In some cases (particularly on a buy-back, redemption or reduction), arguably the shareholders are giving up one piece of property (the old shares) and acquiring a new piece of property (the new shares). This could, depending on the shareholders’ individual circumstances, have tax implications.
The company gave various reasons for this, including that:
- the preferred shareholders were required to surrender their share certificates and the company would issue new ones;
- the company’s register of members would be updated to remove the preferred shareholders as holders of preferred shares and insert them as holders of ordinary shares; and
- the conversion mechanism also included provisions dealing with “fractional entitlements”, which would not arise if there were simply a variation of share rights.
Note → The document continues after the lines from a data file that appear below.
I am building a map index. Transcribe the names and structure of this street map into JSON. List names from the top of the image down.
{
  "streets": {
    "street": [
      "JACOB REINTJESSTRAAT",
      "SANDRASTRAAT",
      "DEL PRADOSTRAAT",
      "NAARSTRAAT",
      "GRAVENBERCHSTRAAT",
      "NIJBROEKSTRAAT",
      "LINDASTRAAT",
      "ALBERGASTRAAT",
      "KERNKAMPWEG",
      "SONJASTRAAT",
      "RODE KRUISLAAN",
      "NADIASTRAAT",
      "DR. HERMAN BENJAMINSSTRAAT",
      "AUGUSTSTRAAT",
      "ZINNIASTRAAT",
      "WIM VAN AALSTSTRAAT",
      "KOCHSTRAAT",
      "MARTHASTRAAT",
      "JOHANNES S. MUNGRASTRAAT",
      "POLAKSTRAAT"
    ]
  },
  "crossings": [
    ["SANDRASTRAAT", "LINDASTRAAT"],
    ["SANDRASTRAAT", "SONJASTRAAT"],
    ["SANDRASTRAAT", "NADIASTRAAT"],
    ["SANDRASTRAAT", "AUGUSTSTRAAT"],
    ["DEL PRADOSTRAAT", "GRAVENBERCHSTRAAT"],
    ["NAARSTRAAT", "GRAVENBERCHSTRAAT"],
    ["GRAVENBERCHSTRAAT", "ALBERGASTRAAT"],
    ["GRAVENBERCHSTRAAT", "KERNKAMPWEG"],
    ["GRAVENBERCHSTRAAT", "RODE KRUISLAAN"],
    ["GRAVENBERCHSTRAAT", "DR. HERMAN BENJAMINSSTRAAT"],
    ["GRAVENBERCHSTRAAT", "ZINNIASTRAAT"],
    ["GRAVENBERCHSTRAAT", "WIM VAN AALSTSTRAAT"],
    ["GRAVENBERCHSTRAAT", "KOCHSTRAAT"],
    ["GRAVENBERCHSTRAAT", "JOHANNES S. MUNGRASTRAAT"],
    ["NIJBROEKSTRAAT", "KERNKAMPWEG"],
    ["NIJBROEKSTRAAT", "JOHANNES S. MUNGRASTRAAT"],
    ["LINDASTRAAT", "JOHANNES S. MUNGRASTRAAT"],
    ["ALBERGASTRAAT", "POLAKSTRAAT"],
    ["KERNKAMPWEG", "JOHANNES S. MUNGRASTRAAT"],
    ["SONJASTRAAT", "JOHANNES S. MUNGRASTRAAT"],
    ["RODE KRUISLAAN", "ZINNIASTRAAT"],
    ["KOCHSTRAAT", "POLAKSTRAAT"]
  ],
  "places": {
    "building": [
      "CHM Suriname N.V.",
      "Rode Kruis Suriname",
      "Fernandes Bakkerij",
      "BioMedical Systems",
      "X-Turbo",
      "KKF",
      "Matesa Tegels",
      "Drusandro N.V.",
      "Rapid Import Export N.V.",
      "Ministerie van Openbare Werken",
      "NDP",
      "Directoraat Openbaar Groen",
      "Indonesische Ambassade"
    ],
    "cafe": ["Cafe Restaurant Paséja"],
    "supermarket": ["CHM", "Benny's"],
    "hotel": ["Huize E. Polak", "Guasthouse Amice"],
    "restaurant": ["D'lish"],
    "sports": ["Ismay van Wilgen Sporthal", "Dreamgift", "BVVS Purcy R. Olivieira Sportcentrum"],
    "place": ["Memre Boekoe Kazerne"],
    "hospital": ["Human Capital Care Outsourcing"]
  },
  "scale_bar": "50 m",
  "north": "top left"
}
The company also argued that there could not have been a change to the rights attaching to the preferred shares because, under the company’s articles, that class of shares continued to exist after the conversion. There had been no amendment to the company’s articles to change the rights of the preferred shares as a whole. Although there would be no preferred shares in issue after the conversion took place, the company could issue more preferred shares and those shares would have the same rights as the preferred shareholders had enjoyed before the conversion.
Because there was no variation of class rights, the company said, there was no need for consent from the preferred shareholders under article 10.1.
The court disagreed. There had been an attempted variation of the preferred share rights.
The judge said it was necessary to look at “the reality of the situation”. There was “no doubt that any reasonable reader of the articles would regard the conversion of the preferred shares into ordinary shares as varying or abrogating the rights attached to the former class of shares.”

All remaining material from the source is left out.